··· RECORD SET ···

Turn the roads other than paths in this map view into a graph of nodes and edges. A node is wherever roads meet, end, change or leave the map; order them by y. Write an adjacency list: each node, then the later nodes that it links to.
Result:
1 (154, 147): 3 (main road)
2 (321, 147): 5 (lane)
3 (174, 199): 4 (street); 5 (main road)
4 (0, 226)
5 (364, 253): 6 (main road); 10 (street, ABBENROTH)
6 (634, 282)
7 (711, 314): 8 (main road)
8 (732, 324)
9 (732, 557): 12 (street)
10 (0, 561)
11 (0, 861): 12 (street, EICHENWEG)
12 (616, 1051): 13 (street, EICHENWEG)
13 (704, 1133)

···

TASK TO COMPLETE: Reproduce the data verbatim, line for line.

SOLVED EXERCISE:
Turn the roads other than paths in this map view into a graph of nodes and edges. A node is wherever roads meet, end, change or leave the map; order them by y. Write an adjacency list: each node, then the later nodes that it links to.
Result:
1 (154, 147): 3 (main road)
2 (321, 147): 5 (lane)
3 (174, 199): 4 (street); 5 (main road)
4 (0, 226)
5 (364, 253): 6 (main road); 10 (street, ABBENROTH)
6 (634, 282)
7 (711, 314): 8 (main road)
8 (732, 324)
9 (732, 557): 12 (street)
10 (0, 561)
11 (0, 861): 12 (street, EICHENWEG)
12 (616, 1051): 13 (street, EICHENWEG)
13 (704, 1133)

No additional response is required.